The most recent clutch of discs lives up to SF's high standards of low tourism. The no-budget documentary DVD filmed just eight months ago in Niger is a stunning piece of seat-of-the-pants filmmaking that's as much about music as it is about the wrenching poverty that's rampant in that country; but it's also funny.

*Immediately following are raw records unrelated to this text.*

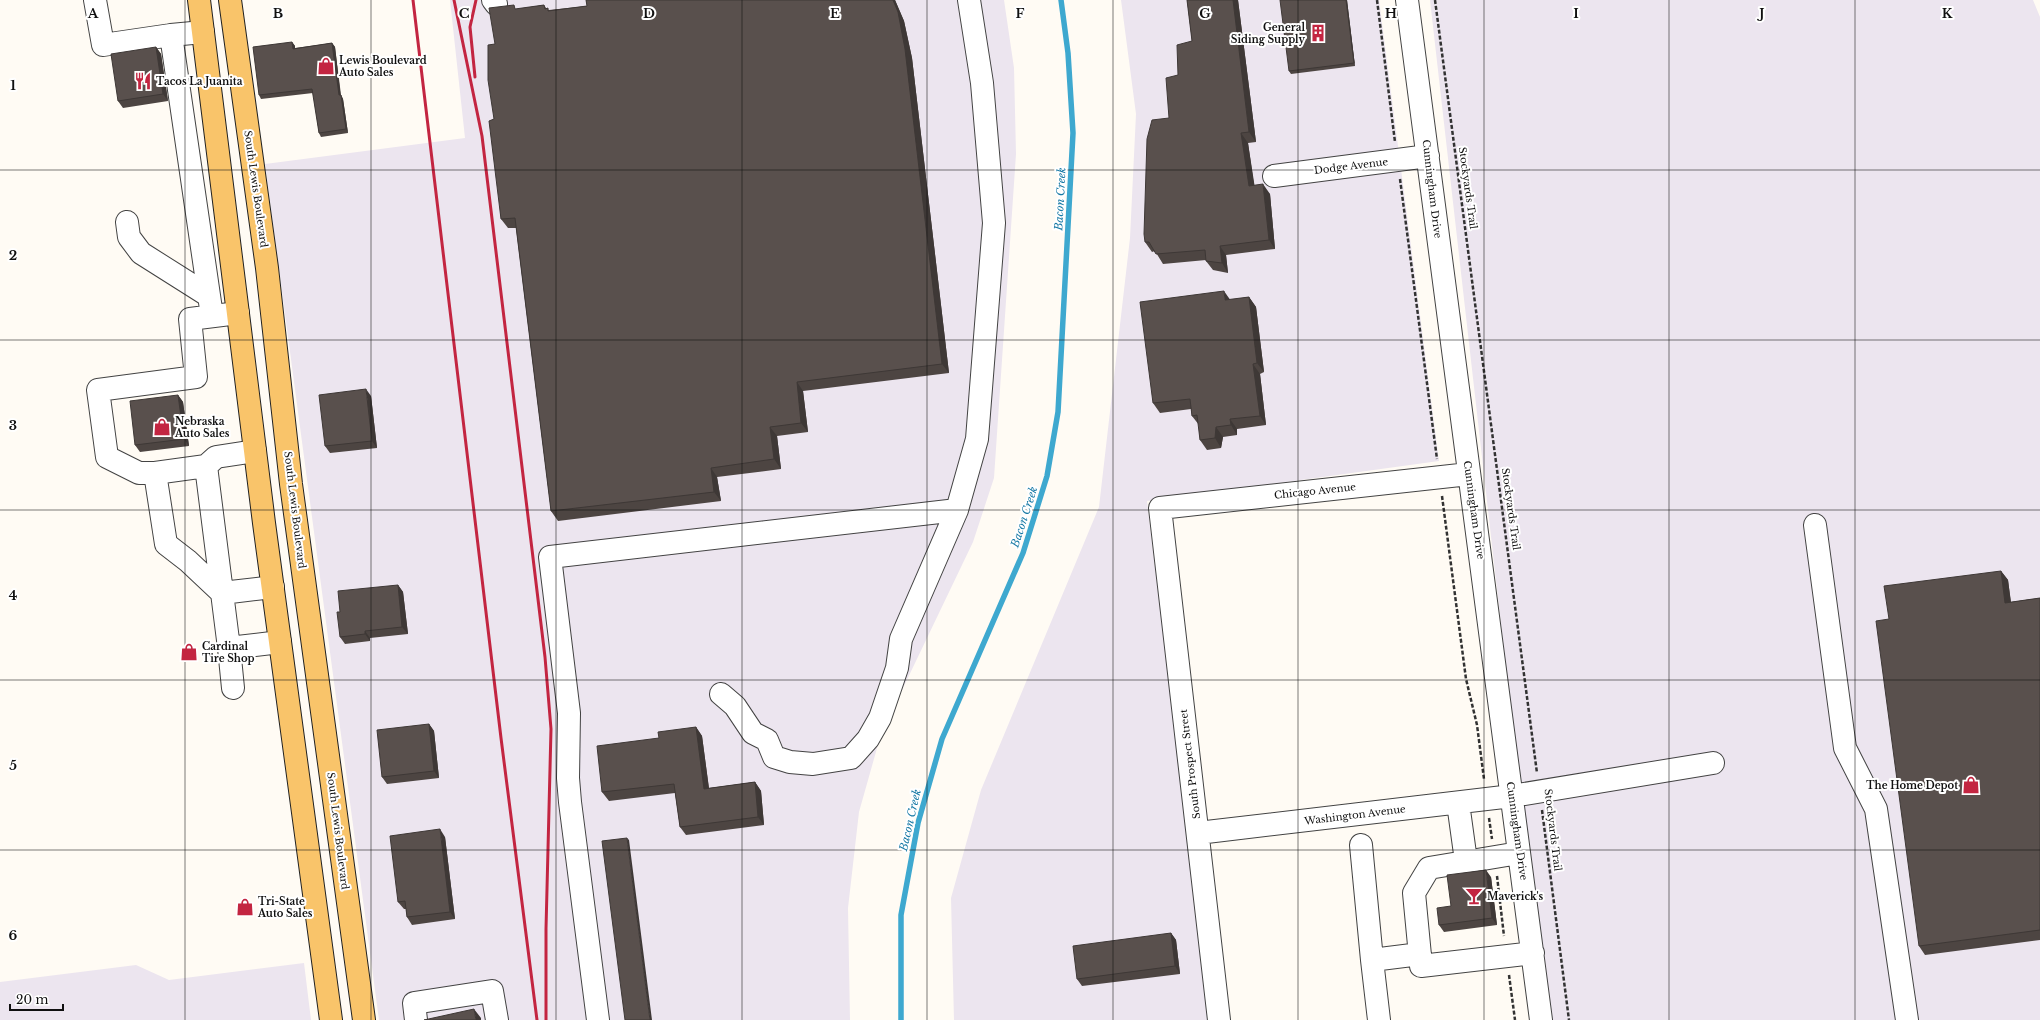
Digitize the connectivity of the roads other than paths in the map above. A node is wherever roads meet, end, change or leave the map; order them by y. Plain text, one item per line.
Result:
1 (95, 0) edge
2 (199, 0) edge
3 (230, 0) edge
4 (969, 0) edge
5 (1407, 0) edge
6 (203, 32) junction
7 (171, 34) junction
8 (211, 98) junction
9 (181, 100) junction
10 (1428, 156) junction
11 (1274, 176) dead end
12 (127, 222) dead end
13 (211, 306) junction
14 (238, 313) junction
15 (255, 451) junction
16 (206, 466) junction
17 (155, 473) junction
18 (1469, 474) junction
19 (1160, 508) joint
20 (957, 510) junction
21 (1815, 525) dead end
22 (272, 587) junction
23 (222, 593) junction
24 (280, 642) junction
25 (229, 648) junction
26 (233, 688) dead end
27 (720, 694) dead end
28 (1713, 763) dead end
29 (1512, 796) junction
30 (1458, 802) junction
31 (1198, 833) junction
32 (1361, 845) dead end
33 (1520, 853) junction
34 (1466, 862) junction
35 (1533, 953) junction
36 (1420, 954) junction
37 (1372, 960) junction
38 (331, 1020) edge
39 (364, 1020) edge
40 (416, 1020) edge
41 (497, 1020) edge
42 (598, 1020) edge
43 (1219, 1020) edge
44 (1378, 1020) edge
45 (1541, 1020) edge
46 (1907, 1020) edge

1 - 7 street
2 - 6 main road
3 - 39 main road, South Lewis Boulevard
4 - 20 street
5 - 10 street, Cunningham Drive
6 - 7 street
6 - 8 main road
7 - 9 street
8 - 9 street
8 - 14 main road
9 - 13 street
10 - 11 street, Dodge Avenue
10 - 18 street, Cunningham Drive
12 - 13 street
13 - 14 street
13 - 17 street
14 - 15 main road
15 - 16 street
15 - 22 main road
16 - 17 street
16 - 23 street
17 - 23 street
18 - 19 street, Chicago Avenue
18 - 29 street, Cunningham Drive
19 - 31 street, South Prospect Street
20 - 27 street
20 - 42 street
21 - 46 street
22 - 23 street
22 - 24 main road
23 - 25 street
24 - 25 street
24 - 38 main road
25 - 26 street
28 - 29 street, Washington Avenue
29 - 30 street, Washington Avenue
29 - 33 street, Cunningham Drive
30 - 31 street, Washington Avenue
30 - 34 street
31 - 43 street, South Prospect Street
32 - 37 street
33 - 34 street
33 - 35 street, Cunningham Drive
34 - 36 street
35 - 36 street
35 - 45 street, Cunningham Drive
36 - 37 street
37 - 44 street
40 - 41 street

Politics obviously get tied up in some of these releases, but not in the way that you might think. Radio Pyongyang is filled with snippets of music so saccharine and catchy (and, yes, bizarrely funky) that it's impossible to believe how much of it is propaganda. On the other hand, the music found on the Iraq disc is seemingly fraught with political import ("Oh Mother, the Handsome Man Tortures Me"), yet the disc is giddy and good fun, containing multiple styles of Iraqi music: choubi, bezikh, basta and, of course, "socialist folk-rock."

It's the twangy garage-pop blast of Guitars of the Golden Triangle that's the most amazing of these four releases. The disc beautifully demonstrates the unusual pleasures that can be drawn from listening to the translation of rock & roll into a local dialect. When a performer like Lashio Thien Aung actually deserves a nickname like "The Burmese Texan," you know you're in for something good.

Various Artists
Guitars of the Golden Triangle: Folk and Pop Music of Myanmar, Vol. 2

Choubi Choubi! Folk and Pop Sounds from Iraq

Radio Pyongyang: Commie Funk and Agit Pop from the Hermit Kingdom

Niger: Magic & Ecstasy in the Sahel DVD
(Sublime Frequencies)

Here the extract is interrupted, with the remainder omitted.